Cientistas substituem óleo por colza e criam materiais de construção ecológicos

Embora as proteínas de origem vegetal tenham desempenhado um papel fundamental na indústria química há um século,

por exemplo, como aglutinante oucolas, seu uso diminuiu após o boom da indústria petroquímica. Os parceiros envolvidos no projeto TeFuProt pretendem mudar esta situação e obter proteínas para uso industrial a partir de resíduos agrícolas. O objectivo desta abordagem bioeconómica é contrariar a escassez e o aumento a longo prazo dos preços das matérias-primas fósseis e utilizar as renováveis ​​como alternativa ao petróleo.

Processamento de matérias-primas agrícolas, comocolza, resulta em uma grande quantidade de proteína. Essas proteínas são um subproduto da extração do óleo de colza. Os subprodutos proteicos residuais – farinha de colza e bagaço de colza – têm sido até agora utilizados principalmente como produtos alimentares na produção pecuária. Mas este uso é limitado devido às substâncias amargas que contêm.

Devido às suas propriedades funcionais, taisComo a capacidade de formar espumas, géis e filmes, e de reter água, as frações protéicas do farelo de colza têm enorme potencial para uma ampla gama de aplicações técnicas. São ideais como aditivos para tintas, vernizes, adesivos, lubrificantes, materiais de construção, detergentes e polímeros.

As proteínas vegetais abrem a porta paradesenvolvimento de novos produtos de base biológica, ecológicos e com propriedades melhoradas. Também reduz a nossa dependência de recursos fósseis e promove a produção sustentável.

Andreas Fetzer, cientista do Instituto Fraunhofer de Engenharia de Processos e Embalagem

Para aproveitar todo o potencial da framboesa, os cientistasconduziu a pesquisa. O objetivo é isolar proteínas do farelo e do bolo de colza, bem como desenvolver os processos necessários. Além disso, os biólogos foram responsáveis ​​pela modificação e pré-formulação das proteínas.

Além disso, como parte do estudo, os cientistas analisaram as propriedades técnico-funcionais das proteínas vegetais da colza - solubilidade, formação de espuma e emulsificação, bem como as propriedades de formação de filme.

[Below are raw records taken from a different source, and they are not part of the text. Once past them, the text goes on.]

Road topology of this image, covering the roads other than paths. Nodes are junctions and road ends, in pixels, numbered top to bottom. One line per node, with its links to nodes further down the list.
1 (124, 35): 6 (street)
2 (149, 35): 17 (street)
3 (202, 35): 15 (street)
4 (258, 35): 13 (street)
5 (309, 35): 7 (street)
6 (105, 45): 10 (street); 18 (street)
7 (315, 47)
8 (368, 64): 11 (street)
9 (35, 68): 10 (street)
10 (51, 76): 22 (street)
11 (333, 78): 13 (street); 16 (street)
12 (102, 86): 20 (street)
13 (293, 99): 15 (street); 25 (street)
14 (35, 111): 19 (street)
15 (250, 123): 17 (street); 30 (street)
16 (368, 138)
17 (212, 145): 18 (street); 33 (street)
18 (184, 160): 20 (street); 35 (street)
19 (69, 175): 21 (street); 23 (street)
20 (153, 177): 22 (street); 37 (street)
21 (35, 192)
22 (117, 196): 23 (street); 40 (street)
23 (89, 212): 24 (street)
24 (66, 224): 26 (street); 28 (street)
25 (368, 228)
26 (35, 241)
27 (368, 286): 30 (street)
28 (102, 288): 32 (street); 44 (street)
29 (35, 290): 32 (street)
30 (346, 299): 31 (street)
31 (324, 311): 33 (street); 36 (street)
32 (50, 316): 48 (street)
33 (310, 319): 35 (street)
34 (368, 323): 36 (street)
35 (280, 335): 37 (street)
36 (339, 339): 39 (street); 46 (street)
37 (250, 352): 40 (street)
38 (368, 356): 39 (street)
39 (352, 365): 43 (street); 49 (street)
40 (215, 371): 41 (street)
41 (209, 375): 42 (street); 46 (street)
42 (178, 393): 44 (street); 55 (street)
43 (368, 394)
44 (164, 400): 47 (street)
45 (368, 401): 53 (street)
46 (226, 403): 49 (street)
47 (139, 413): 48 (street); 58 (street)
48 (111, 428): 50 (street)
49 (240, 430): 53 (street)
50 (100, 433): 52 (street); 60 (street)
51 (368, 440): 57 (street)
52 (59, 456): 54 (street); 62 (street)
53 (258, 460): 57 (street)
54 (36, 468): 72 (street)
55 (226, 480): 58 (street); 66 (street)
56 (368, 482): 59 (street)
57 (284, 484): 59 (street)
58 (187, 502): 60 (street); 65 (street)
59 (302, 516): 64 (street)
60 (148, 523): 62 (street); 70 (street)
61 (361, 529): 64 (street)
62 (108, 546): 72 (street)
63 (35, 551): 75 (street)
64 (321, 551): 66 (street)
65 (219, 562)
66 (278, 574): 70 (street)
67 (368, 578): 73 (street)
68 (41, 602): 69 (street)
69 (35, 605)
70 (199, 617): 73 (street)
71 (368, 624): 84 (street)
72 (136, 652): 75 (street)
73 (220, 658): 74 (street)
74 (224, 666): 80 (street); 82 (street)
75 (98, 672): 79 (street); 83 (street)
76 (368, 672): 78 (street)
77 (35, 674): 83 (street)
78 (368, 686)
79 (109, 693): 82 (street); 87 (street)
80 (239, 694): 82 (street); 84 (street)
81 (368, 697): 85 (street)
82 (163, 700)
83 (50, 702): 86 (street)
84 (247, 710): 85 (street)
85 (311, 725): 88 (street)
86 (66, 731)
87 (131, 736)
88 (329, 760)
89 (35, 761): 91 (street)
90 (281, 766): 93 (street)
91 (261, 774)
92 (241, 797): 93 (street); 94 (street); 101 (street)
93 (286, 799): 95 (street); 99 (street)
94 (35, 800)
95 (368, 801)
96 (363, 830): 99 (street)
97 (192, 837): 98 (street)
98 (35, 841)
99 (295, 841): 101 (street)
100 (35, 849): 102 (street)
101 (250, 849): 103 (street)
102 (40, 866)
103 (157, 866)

Após o desengorduramento da colza, surgem resíduos ricos em proteínas (farelo de colza e bolo). Crédito: Fraunhofer IVV.

Propriedades de formação de filme, em particular,teve um desempenho particularmente bom. “Ao secar proteínas dissolvidas em água à qual foi adicionado um plastificante de base biológica, a água evapora em uma placa de Petri e as proteínas se reticulam, formando um filme estável. Assim, as proteínas são principalmente adequadas como aglutinantes alternativos em tintas, vernizes para madeira ou revestimentos de parquet, que normalmente contêm matérias-primas à base de petróleo. Os acrilatos, por exemplo, podem ser substituídos por preparados proteicos”, explica Fetzer. Além disso, as proteínas apresentam a capacidade de ligar corantes de forma eficiente ou atuar como barreiras. Isto demonstrou um benefício adicional dos revestimentos à base de proteínas, especialmente na indústria da madeira: os corantes impediram eficazmente o sangramento da madeira.

Fetzer e seus colegas recuperaram com sucesso quatrotipo de proteína por meio de quatro processos completamente diferentes. Os cientistas removeram a gordura, moeram e dissolveram bolo de colza em água. A mistura é então centrifugada para separar sólidos de líquidos. Depois disso, o extrato aquoso é purificado. Os isolados de proteína recuperados têm um conteúdo de proteína de mais de 90%.

Filme de proteína de colza enrolado:as propriedades de formação de filme das proteínas de colza são de grande interesse para uma ampla variedade de aplicações técnicas, como tintas, vernizes, polímeros, agentes de limpeza, lubrificantes ou adesivos. Crédito: Fraunhofer-Gesellschaft.

O trabalho dos cientistas alemães levou à criaçãoprodutos promissores, alguns dos quais já estão disponíveis como protótipos. Estes incluem filmes biodegradáveis ​​como material de embalagem para sacos de detergente, bem como painéis de fibra provenientes de resíduos de produção e agentes aglutinantes modificados com proteína de colza. Espumas isolantes retardantes de fogo para a indústria da construção ou espumas moldadas para embalagens, proteção de fibras e inibidores de transferência de corantes em detergentes ecológicos para a roupa, espessantes para lubrificantes ou aglutinantes de verniz e aditivos em produtos de limpeza multiusos para superfícies de madeira completam a lista de produtos ecológicos inovadores. produtos.